* [ACTION ITEM]: Where "Left" appears in a line of the entries below, that line should be copied.

* [MATERIALS PROVIDED]:

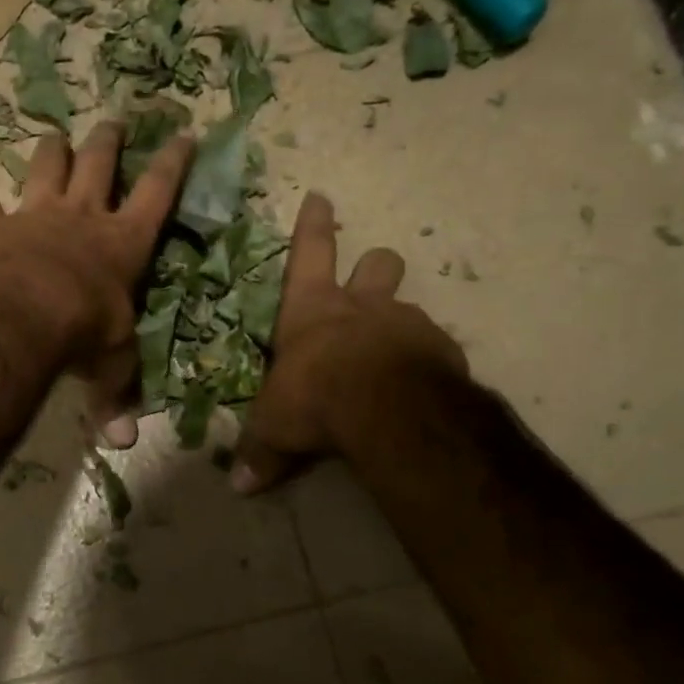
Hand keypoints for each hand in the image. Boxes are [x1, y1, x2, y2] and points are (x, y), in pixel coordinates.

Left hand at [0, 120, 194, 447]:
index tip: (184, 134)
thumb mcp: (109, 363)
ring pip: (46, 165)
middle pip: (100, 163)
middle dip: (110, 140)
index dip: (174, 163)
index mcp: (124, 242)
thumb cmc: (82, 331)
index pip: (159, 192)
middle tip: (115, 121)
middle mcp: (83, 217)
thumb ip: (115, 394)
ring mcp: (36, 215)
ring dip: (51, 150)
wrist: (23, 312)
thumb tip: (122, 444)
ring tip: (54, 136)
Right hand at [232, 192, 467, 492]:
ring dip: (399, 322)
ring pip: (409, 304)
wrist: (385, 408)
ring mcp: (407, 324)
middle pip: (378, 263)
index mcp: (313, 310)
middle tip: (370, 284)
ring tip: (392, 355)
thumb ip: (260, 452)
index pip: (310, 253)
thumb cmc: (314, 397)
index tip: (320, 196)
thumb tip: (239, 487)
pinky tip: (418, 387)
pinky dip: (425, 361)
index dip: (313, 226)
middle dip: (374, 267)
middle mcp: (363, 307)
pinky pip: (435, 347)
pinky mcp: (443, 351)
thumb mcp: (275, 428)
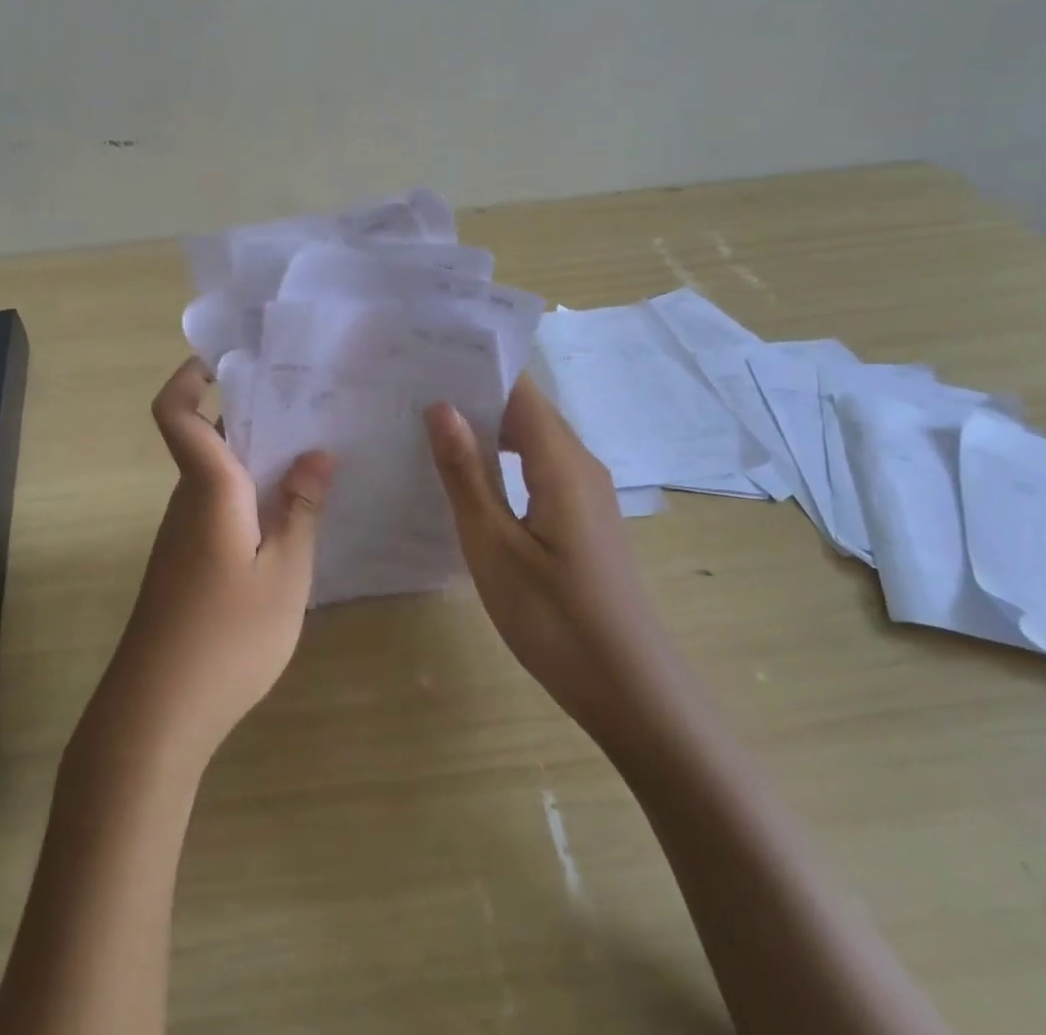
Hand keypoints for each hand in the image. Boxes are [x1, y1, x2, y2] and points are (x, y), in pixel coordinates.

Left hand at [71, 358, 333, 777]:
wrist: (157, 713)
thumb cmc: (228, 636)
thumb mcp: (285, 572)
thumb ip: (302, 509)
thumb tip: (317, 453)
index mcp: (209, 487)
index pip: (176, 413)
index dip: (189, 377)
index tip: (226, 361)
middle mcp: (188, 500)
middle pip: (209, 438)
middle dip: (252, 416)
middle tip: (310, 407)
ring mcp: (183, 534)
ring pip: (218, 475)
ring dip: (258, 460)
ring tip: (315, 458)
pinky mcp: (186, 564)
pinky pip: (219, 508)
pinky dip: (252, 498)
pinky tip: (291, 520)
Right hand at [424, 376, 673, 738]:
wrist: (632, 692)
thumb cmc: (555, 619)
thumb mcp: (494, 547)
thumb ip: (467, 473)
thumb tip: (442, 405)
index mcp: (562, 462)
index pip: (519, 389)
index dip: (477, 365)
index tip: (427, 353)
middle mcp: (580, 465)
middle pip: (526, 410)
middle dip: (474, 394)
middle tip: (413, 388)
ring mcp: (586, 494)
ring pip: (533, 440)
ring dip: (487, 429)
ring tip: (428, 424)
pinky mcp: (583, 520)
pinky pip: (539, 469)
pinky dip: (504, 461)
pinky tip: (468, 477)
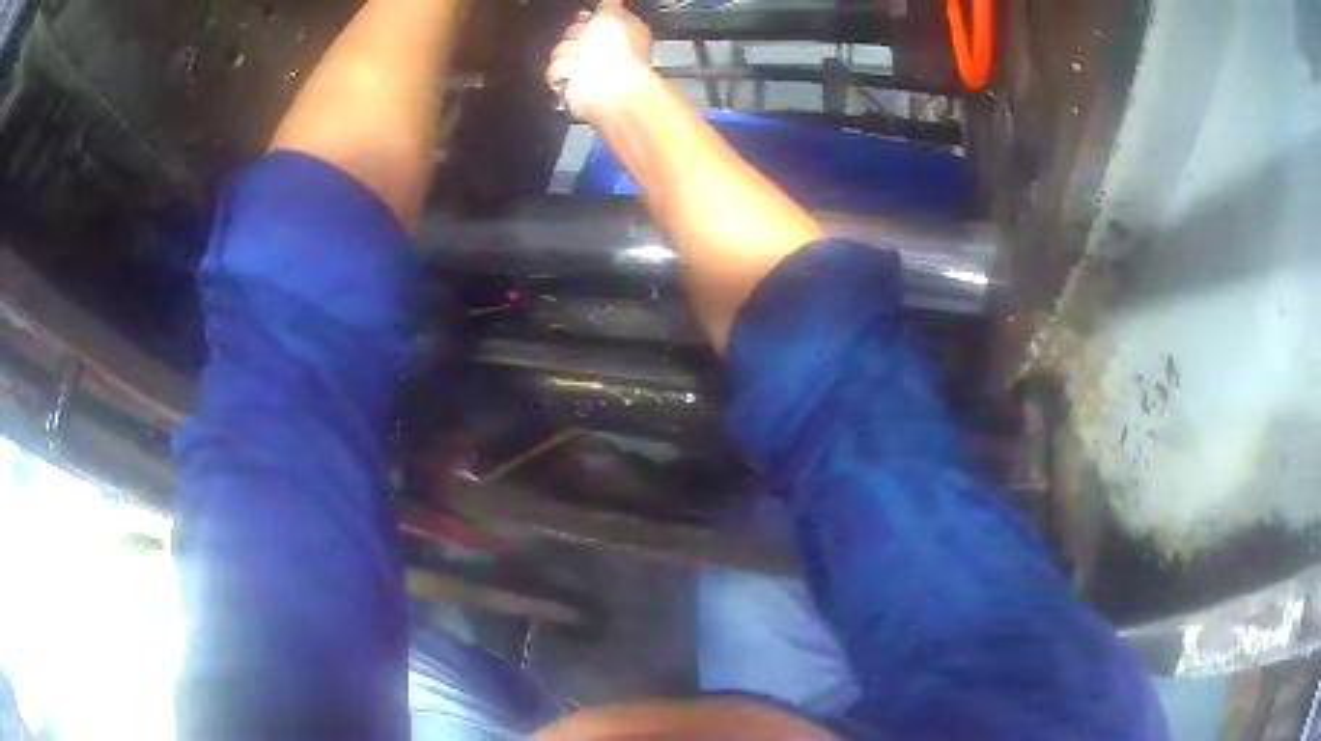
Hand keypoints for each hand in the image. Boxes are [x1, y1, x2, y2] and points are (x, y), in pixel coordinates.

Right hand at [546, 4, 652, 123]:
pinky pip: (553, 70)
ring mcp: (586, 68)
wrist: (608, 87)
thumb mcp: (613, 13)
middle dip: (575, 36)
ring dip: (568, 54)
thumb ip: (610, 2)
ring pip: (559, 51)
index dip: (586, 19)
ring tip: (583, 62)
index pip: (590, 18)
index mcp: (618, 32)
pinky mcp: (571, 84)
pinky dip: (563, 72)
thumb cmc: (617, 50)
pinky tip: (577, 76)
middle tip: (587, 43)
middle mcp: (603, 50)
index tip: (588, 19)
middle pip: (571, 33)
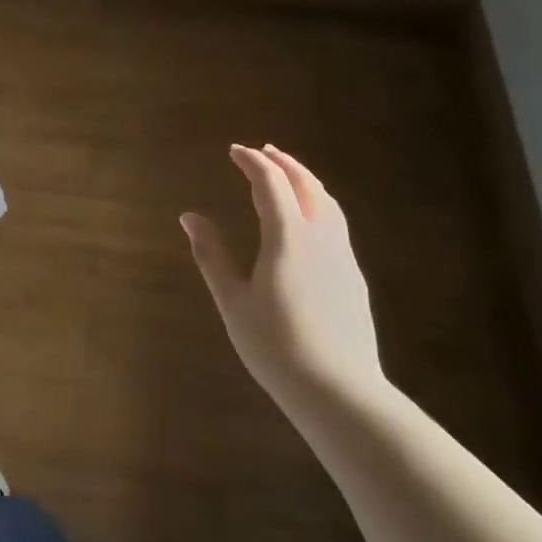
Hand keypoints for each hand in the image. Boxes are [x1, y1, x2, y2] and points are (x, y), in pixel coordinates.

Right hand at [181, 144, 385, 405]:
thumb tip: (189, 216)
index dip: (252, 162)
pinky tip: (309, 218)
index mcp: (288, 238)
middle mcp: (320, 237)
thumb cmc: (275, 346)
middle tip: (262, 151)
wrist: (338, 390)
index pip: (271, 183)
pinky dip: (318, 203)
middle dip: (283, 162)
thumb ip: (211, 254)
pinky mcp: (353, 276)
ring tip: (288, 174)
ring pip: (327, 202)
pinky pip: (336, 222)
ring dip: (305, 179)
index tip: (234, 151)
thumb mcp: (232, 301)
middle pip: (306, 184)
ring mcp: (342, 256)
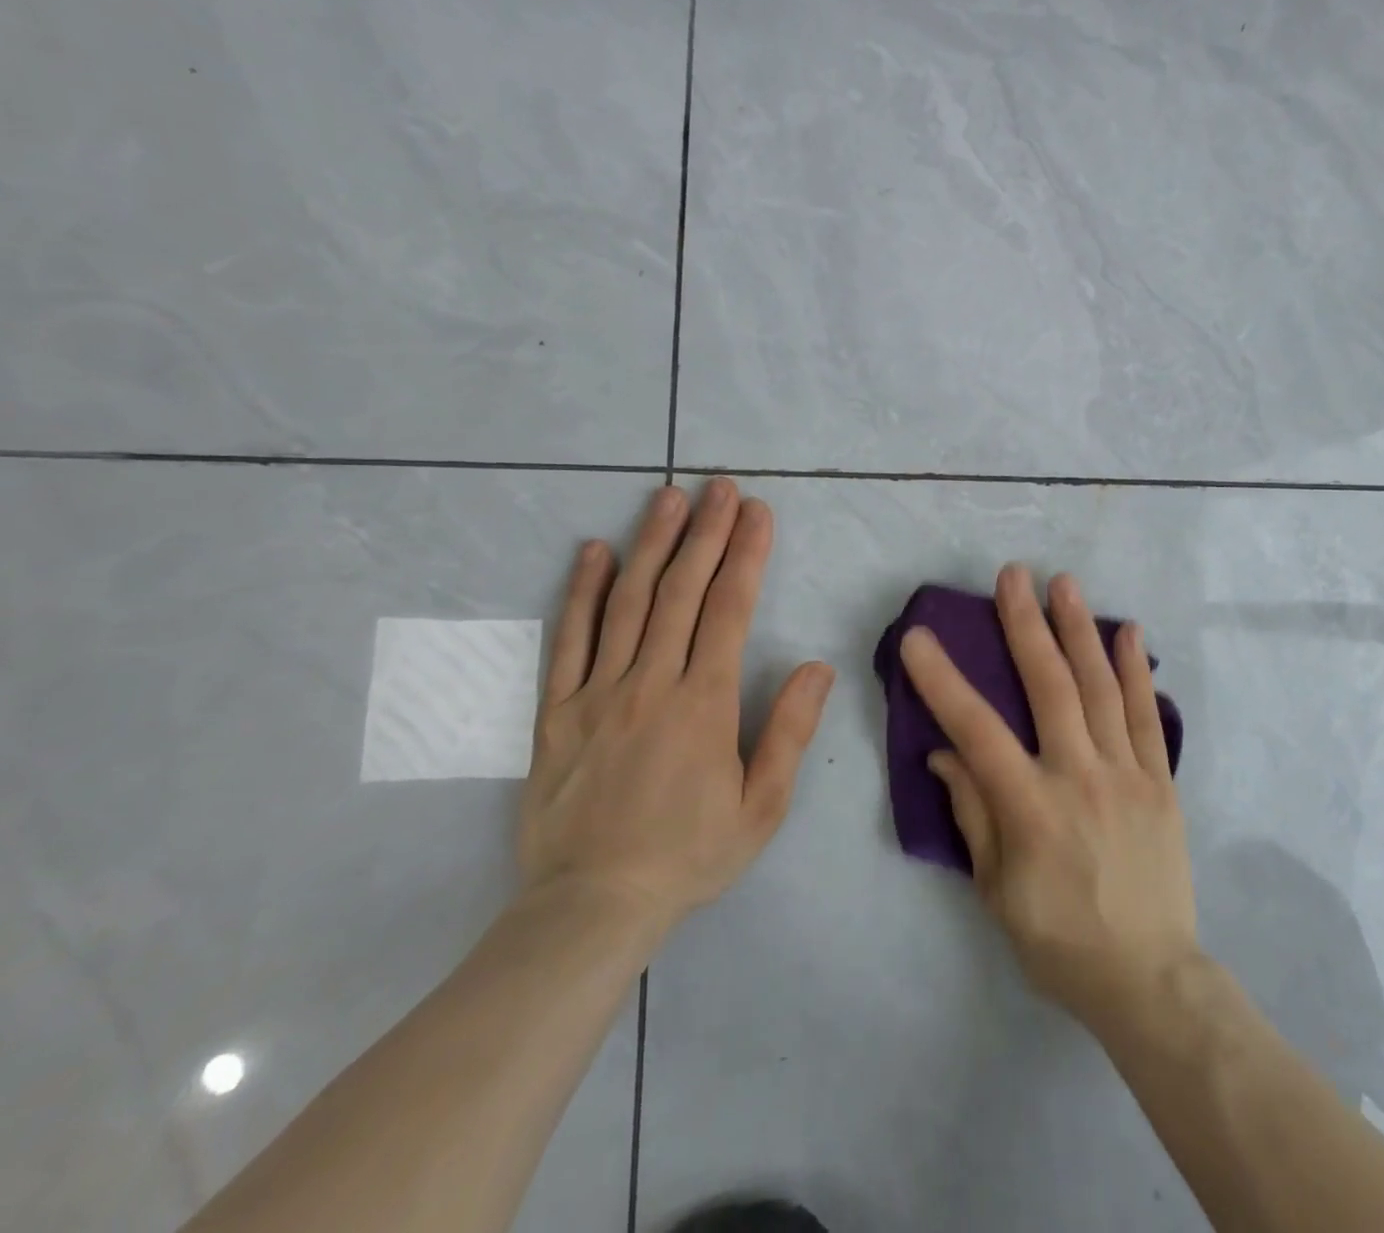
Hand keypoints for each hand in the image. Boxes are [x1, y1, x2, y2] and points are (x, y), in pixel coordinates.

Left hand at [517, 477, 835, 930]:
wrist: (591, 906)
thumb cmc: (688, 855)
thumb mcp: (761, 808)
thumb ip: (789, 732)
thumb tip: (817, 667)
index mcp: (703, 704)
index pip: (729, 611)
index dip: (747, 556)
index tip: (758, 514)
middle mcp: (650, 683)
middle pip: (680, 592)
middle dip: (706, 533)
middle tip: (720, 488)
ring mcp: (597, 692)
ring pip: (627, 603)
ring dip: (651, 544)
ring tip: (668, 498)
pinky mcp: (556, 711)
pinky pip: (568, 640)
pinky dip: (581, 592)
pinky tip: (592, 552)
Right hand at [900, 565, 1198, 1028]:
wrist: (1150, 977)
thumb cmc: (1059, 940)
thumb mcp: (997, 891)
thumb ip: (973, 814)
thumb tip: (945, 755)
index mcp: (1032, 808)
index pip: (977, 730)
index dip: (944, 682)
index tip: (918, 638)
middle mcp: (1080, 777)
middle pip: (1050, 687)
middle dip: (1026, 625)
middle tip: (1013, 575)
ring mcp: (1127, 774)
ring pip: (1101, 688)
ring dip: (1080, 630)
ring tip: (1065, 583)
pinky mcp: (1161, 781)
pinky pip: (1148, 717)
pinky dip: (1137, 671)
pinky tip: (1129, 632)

* [RESPONSE AREA]:
Left hand at [0, 120, 194, 447]:
Left hand at [71, 358, 333, 777]:
Left hand at [517, 477, 835, 930]:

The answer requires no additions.